• [Assigned task] Copy each entry below exactly.

• [Record excerpts]
----
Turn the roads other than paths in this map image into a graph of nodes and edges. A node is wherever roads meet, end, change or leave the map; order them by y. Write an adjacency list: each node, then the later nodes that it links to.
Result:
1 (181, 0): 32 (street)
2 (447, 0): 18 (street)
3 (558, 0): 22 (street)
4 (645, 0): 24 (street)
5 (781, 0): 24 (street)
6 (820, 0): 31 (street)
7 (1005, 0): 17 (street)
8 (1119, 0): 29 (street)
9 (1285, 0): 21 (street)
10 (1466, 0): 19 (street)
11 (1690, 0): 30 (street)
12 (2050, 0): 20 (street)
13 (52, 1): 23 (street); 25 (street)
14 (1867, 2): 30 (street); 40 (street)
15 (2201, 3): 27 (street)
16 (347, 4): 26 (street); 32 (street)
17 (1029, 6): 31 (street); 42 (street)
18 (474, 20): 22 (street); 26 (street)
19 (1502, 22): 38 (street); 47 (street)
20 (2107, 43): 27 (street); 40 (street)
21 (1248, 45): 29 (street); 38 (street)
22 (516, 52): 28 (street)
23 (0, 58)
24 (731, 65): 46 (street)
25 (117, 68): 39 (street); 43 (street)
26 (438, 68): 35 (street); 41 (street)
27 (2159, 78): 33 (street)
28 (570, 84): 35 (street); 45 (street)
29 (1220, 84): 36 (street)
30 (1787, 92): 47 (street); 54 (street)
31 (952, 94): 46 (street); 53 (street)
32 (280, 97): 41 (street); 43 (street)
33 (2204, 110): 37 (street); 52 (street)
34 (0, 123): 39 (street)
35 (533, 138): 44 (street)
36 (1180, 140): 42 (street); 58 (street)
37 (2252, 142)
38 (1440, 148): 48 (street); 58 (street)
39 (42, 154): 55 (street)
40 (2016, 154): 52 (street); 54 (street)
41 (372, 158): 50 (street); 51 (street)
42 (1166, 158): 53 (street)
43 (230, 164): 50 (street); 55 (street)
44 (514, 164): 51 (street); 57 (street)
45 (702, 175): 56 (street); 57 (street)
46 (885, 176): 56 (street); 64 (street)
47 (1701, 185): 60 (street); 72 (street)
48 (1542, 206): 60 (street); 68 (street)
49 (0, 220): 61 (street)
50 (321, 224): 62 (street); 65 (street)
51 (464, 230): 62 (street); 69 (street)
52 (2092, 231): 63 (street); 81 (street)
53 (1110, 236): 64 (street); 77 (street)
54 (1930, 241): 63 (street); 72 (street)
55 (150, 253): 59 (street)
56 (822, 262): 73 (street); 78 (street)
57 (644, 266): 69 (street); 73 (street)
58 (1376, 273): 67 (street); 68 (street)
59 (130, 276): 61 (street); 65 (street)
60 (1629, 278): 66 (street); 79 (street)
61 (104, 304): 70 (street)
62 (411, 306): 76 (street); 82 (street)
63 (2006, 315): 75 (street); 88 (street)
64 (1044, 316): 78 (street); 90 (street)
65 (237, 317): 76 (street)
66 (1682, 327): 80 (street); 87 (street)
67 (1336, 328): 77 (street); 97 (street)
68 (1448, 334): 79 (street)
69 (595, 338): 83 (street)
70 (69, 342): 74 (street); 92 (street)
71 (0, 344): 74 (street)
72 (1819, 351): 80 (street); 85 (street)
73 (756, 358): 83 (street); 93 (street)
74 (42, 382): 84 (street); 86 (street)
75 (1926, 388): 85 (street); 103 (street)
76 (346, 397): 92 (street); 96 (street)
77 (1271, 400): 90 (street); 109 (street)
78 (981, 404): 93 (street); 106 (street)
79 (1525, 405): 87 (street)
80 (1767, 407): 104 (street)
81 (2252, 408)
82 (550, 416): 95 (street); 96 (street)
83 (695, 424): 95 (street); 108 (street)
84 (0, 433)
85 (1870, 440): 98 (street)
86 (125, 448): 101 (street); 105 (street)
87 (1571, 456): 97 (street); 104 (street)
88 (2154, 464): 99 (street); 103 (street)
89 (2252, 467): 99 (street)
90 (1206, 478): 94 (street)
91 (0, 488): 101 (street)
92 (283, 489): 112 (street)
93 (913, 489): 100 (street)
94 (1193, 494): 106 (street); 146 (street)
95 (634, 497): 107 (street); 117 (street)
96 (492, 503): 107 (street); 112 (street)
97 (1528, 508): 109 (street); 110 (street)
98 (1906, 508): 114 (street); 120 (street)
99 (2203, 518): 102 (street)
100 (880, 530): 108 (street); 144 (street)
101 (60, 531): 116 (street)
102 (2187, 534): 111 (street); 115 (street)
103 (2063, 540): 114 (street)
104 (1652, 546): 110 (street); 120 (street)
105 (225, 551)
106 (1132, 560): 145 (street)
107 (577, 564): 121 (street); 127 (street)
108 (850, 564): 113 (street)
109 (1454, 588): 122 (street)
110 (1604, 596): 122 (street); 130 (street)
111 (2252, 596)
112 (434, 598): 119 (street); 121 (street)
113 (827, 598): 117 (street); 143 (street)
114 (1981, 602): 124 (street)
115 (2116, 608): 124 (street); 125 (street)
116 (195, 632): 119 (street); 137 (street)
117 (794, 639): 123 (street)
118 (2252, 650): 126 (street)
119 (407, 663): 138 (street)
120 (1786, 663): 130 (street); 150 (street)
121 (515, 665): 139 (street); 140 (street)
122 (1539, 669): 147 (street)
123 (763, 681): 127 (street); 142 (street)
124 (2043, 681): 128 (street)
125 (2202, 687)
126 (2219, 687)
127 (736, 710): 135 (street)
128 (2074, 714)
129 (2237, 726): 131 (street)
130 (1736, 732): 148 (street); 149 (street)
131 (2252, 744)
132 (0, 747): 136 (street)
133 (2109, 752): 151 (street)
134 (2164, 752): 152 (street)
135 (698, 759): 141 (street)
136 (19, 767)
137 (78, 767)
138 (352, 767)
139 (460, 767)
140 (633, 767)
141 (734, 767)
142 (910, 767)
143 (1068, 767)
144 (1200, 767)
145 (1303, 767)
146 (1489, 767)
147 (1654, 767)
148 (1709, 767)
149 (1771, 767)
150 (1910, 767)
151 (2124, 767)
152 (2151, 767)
----
• [Solution to this exercise]
Turn the roads other than paths in this map image into a graph of nodes and edges. A node is wherever roads meet, end, change or leave the map; order them by y. Write an adjacency list: each node, then the later nodes that it links to.
Result:
1 (181, 0): 32 (street)
2 (447, 0): 18 (street)
3 (558, 0): 22 (street)
4 (645, 0): 24 (street)
5 (781, 0): 24 (street)
6 (820, 0): 31 (street)
7 (1005, 0): 17 (street)
8 (1119, 0): 29 (street)
9 (1285, 0): 21 (street)
10 (1466, 0): 19 (street)
11 (1690, 0): 30 (street)
12 (2050, 0): 20 (street)
13 (52, 1): 23 (street); 25 (street)
14 (1867, 2): 30 (street); 40 (street)
15 (2201, 3): 27 (street)
16 (347, 4): 26 (street); 32 (street)
17 (1029, 6): 31 (street); 42 (street)
18 (474, 20): 22 (street); 26 (street)
19 (1502, 22): 38 (street); 47 (street)
20 (2107, 43): 27 (street); 40 (street)
21 (1248, 45): 29 (street); 38 (street)
22 (516, 52): 28 (street)
23 (0, 58)
24 (731, 65): 46 (street)
25 (117, 68): 39 (street); 43 (street)
26 (438, 68): 35 (street); 41 (street)
27 (2159, 78): 33 (street)
28 (570, 84): 35 (street); 45 (street)
29 (1220, 84): 36 (street)
30 (1787, 92): 47 (street); 54 (street)
31 (952, 94): 46 (street); 53 (street)
32 (280, 97): 41 (street); 43 (street)
33 (2204, 110): 37 (street); 52 (street)
34 (0, 123): 39 (street)
35 (533, 138): 44 (street)
36 (1180, 140): 42 (street); 58 (street)
37 (2252, 142)
38 (1440, 148): 48 (street); 58 (street)
39 (42, 154): 55 (street)
40 (2016, 154): 52 (street); 54 (street)
41 (372, 158): 50 (street); 51 (street)
42 (1166, 158): 53 (street)
43 (230, 164): 50 (street); 55 (street)
44 (514, 164): 51 (street); 57 (street)
45 (702, 175): 56 (street); 57 (street)
46 (885, 176): 56 (street); 64 (street)
47 (1701, 185): 60 (street); 72 (street)
48 (1542, 206): 60 (street); 68 (street)
49 (0, 220): 61 (street)
50 (321, 224): 62 (street); 65 (street)
51 (464, 230): 62 (street); 69 (street)
52 (2092, 231): 63 (street); 81 (street)
53 (1110, 236): 64 (street); 77 (street)
54 (1930, 241): 63 (street); 72 (street)
55 (150, 253): 59 (street)
56 (822, 262): 73 (street); 78 (street)
57 (644, 266): 69 (street); 73 (street)
58 (1376, 273): 67 (street); 68 (street)
59 (130, 276): 61 (street); 65 (street)
60 (1629, 278): 66 (street); 79 (street)
61 (104, 304): 70 (street)
62 (411, 306): 76 (street); 82 (street)
63 (2006, 315): 75 (street); 88 (street)
64 (1044, 316): 78 (street); 90 (street)
65 (237, 317): 76 (street)
66 (1682, 327): 80 (street); 87 (street)
67 (1336, 328): 77 (street); 97 (street)
68 (1448, 334): 79 (street)
69 (595, 338): 83 (street)
70 (69, 342): 74 (street); 92 (street)
71 (0, 344): 74 (street)
72 (1819, 351): 80 (street); 85 (street)
73 (756, 358): 83 (street); 93 (street)
74 (42, 382): 84 (street); 86 (street)
75 (1926, 388): 85 (street); 103 (street)
76 (346, 397): 92 (street); 96 (street)
77 (1271, 400): 90 (street); 109 (street)
78 (981, 404): 93 (street); 106 (street)
79 (1525, 405): 87 (street)
80 (1767, 407): 104 (street)
81 (2252, 408)
82 (550, 416): 95 (street); 96 (street)
83 (695, 424): 95 (street); 108 (street)
84 (0, 433)
85 (1870, 440): 98 (street)
86 (125, 448): 101 (street); 105 (street)
87 (1571, 456): 97 (street); 104 (street)
88 (2154, 464): 99 (street); 103 (street)
89 (2252, 467): 99 (street)
90 (1206, 478): 94 (street)
91 (0, 488): 101 (street)
92 (283, 489): 112 (street)
93 (913, 489): 100 (street)
94 (1193, 494): 106 (street); 146 (street)
95 (634, 497): 107 (street); 117 (street)
96 (492, 503): 107 (street); 112 (street)
97 (1528, 508): 109 (street); 110 (street)
98 (1906, 508): 114 (street); 120 (street)
99 (2203, 518): 102 (street)
100 (880, 530): 108 (street); 144 (street)
101 (60, 531): 116 (street)
102 (2187, 534): 111 (street); 115 (street)
103 (2063, 540): 114 (street)
104 (1652, 546): 110 (street); 120 (street)
105 (225, 551)
106 (1132, 560): 145 (street)
107 (577, 564): 121 (street); 127 (street)
108 (850, 564): 113 (street)
109 (1454, 588): 122 (street)
110 (1604, 596): 122 (street); 130 (street)
111 (2252, 596)
112 (434, 598): 119 (street); 121 (street)
113 (827, 598): 117 (street); 143 (street)
114 (1981, 602): 124 (street)
115 (2116, 608): 124 (street); 125 (street)
116 (195, 632): 119 (street); 137 (street)
117 (794, 639): 123 (street)
118 (2252, 650): 126 (street)
119 (407, 663): 138 (street)
120 (1786, 663): 130 (street); 150 (street)
121 (515, 665): 139 (street); 140 (street)
122 (1539, 669): 147 (street)
123 (763, 681): 127 (street); 142 (street)
124 (2043, 681): 128 (street)
125 (2202, 687)
126 (2219, 687)
127 (736, 710): 135 (street)
128 (2074, 714)
129 (2237, 726): 131 (street)
130 (1736, 732): 148 (street); 149 (street)
131 (2252, 744)
132 (0, 747): 136 (street)
133 (2109, 752): 151 (street)
134 (2164, 752): 152 (street)
135 (698, 759): 141 (street)
136 (19, 767)
137 (78, 767)
138 (352, 767)
139 (460, 767)
140 (633, 767)
141 (734, 767)
142 (910, 767)
143 (1068, 767)
144 (1200, 767)
145 (1303, 767)
146 (1489, 767)
147 (1654, 767)
148 (1709, 767)
149 (1771, 767)
150 (1910, 767)
151 (2124, 767)
152 (2151, 767)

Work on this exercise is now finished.